After scraping the data that shall be used as enter for the LLM to generate output, we wanted to create a dataset to finetune an LLM for Tarwiiga AdGen, a Google Advertisements generator utilizing AI developed at Tarwiiga. The device was taking enter and producing a JSON output. Whereas we have been counting on LLMs like OpenAI’s GPT, Google’s Gemini, and Anthropic’s Claude for producing advertisements with particular prompts and utilizing LangChain parsers to get a JSON, we wished to make use of this strategy for producing the dataset. Right here, I’m discussing our strategy for producing a 10K dataset.

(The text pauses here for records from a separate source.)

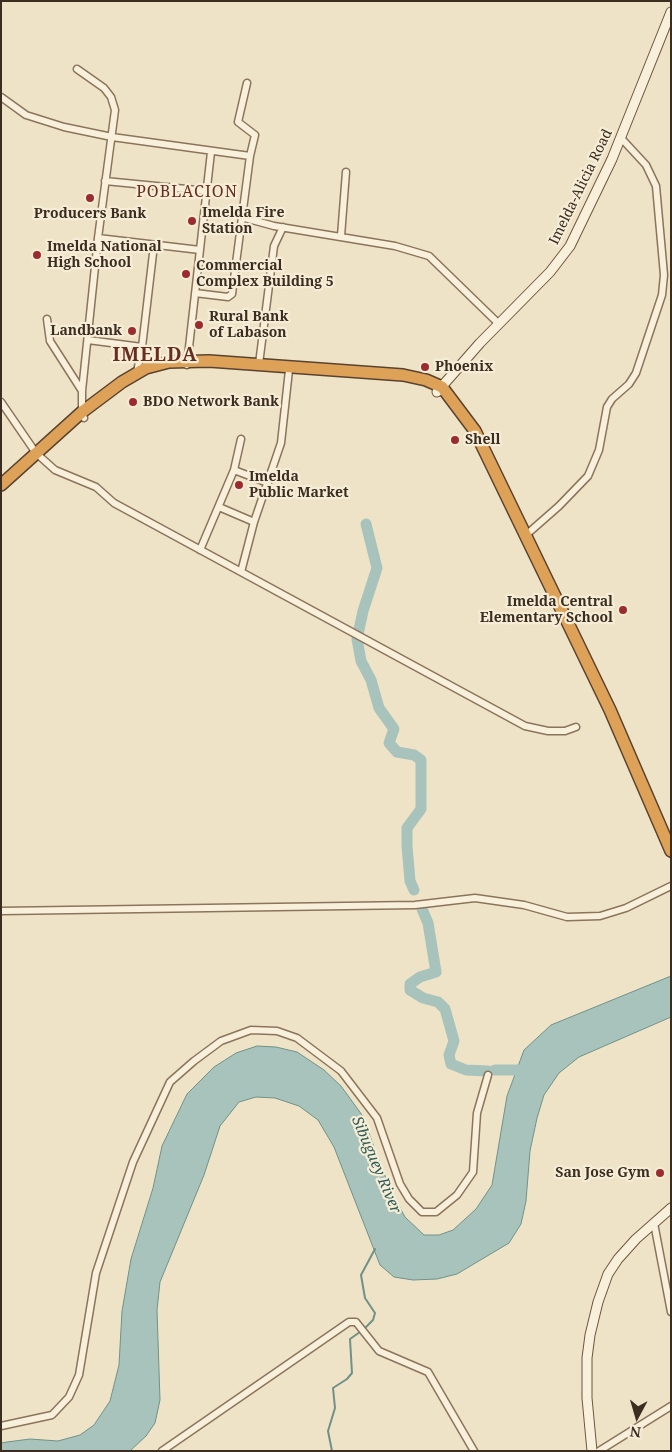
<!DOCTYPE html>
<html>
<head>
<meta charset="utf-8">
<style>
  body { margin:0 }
  #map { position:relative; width:672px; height:1452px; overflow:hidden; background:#efe3c7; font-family:"Noto Serif",serif }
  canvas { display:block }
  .frame { position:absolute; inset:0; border:2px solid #3b2d20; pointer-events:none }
  .north { position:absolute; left:612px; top:1392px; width:50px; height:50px; -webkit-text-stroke:4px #f6edd7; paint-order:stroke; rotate:186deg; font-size:14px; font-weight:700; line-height:20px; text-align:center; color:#3b2d20 }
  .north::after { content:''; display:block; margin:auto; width:18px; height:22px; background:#3b2d20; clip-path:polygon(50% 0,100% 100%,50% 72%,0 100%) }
</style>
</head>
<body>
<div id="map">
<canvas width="672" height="1452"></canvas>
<div class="frame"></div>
<div class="north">N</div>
</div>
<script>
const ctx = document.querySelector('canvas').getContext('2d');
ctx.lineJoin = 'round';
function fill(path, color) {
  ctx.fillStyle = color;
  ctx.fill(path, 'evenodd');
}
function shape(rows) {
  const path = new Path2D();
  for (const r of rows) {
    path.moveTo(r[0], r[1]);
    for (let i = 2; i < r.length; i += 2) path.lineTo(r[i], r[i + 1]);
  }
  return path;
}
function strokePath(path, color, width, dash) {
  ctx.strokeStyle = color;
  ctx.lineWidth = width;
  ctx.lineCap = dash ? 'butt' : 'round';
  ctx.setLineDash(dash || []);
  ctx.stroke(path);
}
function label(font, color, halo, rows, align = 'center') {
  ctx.font = font + ' "Noto Serif",serif';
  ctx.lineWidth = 4.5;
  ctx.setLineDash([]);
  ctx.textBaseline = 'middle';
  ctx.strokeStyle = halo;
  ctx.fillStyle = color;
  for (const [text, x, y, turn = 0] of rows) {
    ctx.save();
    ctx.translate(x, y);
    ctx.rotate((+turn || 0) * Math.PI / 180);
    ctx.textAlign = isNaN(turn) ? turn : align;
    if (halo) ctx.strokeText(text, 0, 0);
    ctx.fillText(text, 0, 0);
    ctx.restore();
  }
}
const water = shape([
  [671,976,671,1017,579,1057,559,1073,544,1095,537,1118,530,1151,526,1201,521,1224,509,1243,457,1274,437,1279,413,1280,394,1277,380,1265,334,1147,318,1120,299,1106,275,1098,256,1097,239,1102,220,1126,204,1175,160,1282,157,1310,160,1400,155,1423,146,1436,130,1451,1,1451,1,1443,7,1442,30,1439,58,1441,80,1435,94,1425,110,1401,119,1365,122,1311,131,1259,153,1188,162,1146,187,1094,214,1067,236,1053,257,1046,276,1047,297,1052,324,1070,341,1086,362,1115,390,1189,405,1217,424,1235,439,1235,453,1230,476,1209,492,1185,507,1096,524,1050,551,1025,671,976]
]);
fill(water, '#a8c3bb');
strokePath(water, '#6f9288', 1);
strokePath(shape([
  [364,1329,373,1320,375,1313,365,1298,361,1275,375,1249],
  [332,1451,328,1431,335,1408,333,1388,347,1379,352,1373,350,1339,360,1332]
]), '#6f9288', 2);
strokePath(shape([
  [366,524,377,568,363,611,357,639,361,661,371,680,379,708,394,729,389,743,397,752,414,755,421,760,421,809,407,828,407,846,410,881,414,890],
  [422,909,428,923,436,972,420,977,410,984,410,990,423,998,438,1002,445,1009,454,1041,449,1055,451,1064,466,1070,488,1071],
  [495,1070,530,1070]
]), '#a8c3bb', 11);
const street = shape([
  [77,69,104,88,111,97,115,110,98,238,82,391,82,411,84,418],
  [1,97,26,115,64,127,112,137,250,156],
  [105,181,207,191],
  [241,217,274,226,395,246,429,256,499,324],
  [341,236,346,172],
  [98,238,200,250],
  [195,293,228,297,232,294,250,156,255,135,238,122,247,83],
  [47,319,50,341,82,391],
  [88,340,142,347],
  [259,364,274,246,283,227],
  [187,365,211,152],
  [137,372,142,347,154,245],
  [1,402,36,453,55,470,96,487,114,503,525,726,548,731,565,731,576,727],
  [234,470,268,483],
  [219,507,254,522,281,443,289,370],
  [526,535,559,506,588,476,599,450,607,407,612,399,629,384,636,373,662,295,664,275,656,186,646,165,621,138],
  [200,550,234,470,241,439],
  [241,572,254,522],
  [1,911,415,905,475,898,524,905,567,917,600,916,626,908,671,886],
  [654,1223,671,1312],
  [1,1426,52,1415,69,1397,79,1375,96,1273,133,1162,170,1082,194,1061,221,1041,251,1030,277,1031,297,1038,341,1071,377,1118,400,1184,409,1199,422,1212,436,1212,457,1195,473,1172,477,1113,488,1075],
  [162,1451,349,1322,356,1322,379,1351,428,1372,474,1451],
  [599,1451,671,1406]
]);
const secondary = shape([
  [437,392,480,343,550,272,570,246,612,159,671,12],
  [592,1451,587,1398,587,1358,590,1335,598,1302,608,1274,618,1259,636,1239,671,1208]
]);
const highway = shape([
  [1,485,82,412,122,382,146,368,169,362,209,361,403,375,426,380,442,387,475,431,610,710,671,851]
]);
strokePath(street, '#8b745c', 9);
strokePath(secondary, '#6d563f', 11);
strokePath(highway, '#594330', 14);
strokePath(street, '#f9f0db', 6);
strokePath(secondary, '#f9f0db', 9);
strokePath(highway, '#dea158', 11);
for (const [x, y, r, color] of [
  [90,198,5,"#9b2b2e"],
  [192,221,5,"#9b2b2e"],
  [37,255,5,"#9b2b2e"],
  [186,274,5,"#9b2b2e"],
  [199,325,5,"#9b2b2e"],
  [132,331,5,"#9b2b2e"],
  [425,367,5,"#9b2b2e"],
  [133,402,5,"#9b2b2e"],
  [455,440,5,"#9b2b2e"],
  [239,485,5,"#9b2b2e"],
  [623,610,5,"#9b2b2e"],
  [660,1173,5,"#9b2b2e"]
]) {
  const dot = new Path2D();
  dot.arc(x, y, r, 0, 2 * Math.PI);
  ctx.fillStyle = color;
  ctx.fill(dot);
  strokePath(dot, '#f6edd7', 2);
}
label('14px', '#3b2d20', '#f6edd7', [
  ["Imelda-Alicia Road",581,187,-64]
]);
label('bold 14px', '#3b2d20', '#f6edd7', [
  ["Imelda Fire",202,213],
  ["Station",202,229],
  ["Producers Bank",90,214,"center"],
  ["Imelda National",47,247],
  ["High School",47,263],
  ["Commercial",196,266],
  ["Complex Building 5",196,282],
  ["Rural Bank",209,317],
  ["of Labason",209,333],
  ["Landbank",122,331,"right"],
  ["Phoenix",435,367],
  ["BDO Network Bank",143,402],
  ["Shell",465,440],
  ["Imelda",249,477],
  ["Public Market",249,493],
  ["Imelda Central",613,602,"right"],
  ["Elementary School",613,618,"right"],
  ["San Jose Gym",650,1173,"right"]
], 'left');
label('italic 15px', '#2f5b58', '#f6edd7', [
  ["Sibuguey River",376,1165,67]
]);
ctx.letterSpacing = '1px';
label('16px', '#692d1f', '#f6edd7', [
  ["POBLACION",187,192]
]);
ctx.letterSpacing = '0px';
ctx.letterSpacing = '1px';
label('bold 19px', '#692d1f', '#f6edd7', [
  ["IMELDA",155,356]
]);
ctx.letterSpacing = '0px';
</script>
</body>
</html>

However earlier than that, I wish to point out that I first tried to make the LLM generate every little thing from enter to output. I requested it to offer me a listing of 10 inputs after which looped by this listing to generate the JSON output and save them in a CSV file. Nonetheless, I discovered that every time I requested a listing of inputs, it generated many duplicates. I feel this occurred as a result of the LLM’s API was caching the responses. Whereas this problem may very well be labored round to cut back the variety of duplicates, I made a decision to work with actual information that I count on to obtain sooner or later when utilizing the device. In addition to, it was taking too lengthy to generate all of the inputs after which proceed to generate the output.
That’s why I scraped data to make use of as enter. With the strategy I adopted, as talked about within the article, I used to be in a position to scrape tens of millions of information factors. Particularly, I scraped information from 12 classes, with every class containing 5,000 pages. Every web page had about 20 inputs, leading to a complete of 12 * 5,000 * 20 = 1,200,000 inputs, or roughly a million 200 thousand. In actuality, some pages contained greater than 20 inputs, so I ended up with 1,239,232 information factors. There have been loads of duplicate inputs — 1,173,847 to be actual — leaving me with 65,385 distinctive information factors. Whereas this strategy didn’t utterly remove duplicate inputs, it was a lot quicker to get inputs from one other supply quite than counting on the LLM. Now, the LLM can focus solely on producing outputs.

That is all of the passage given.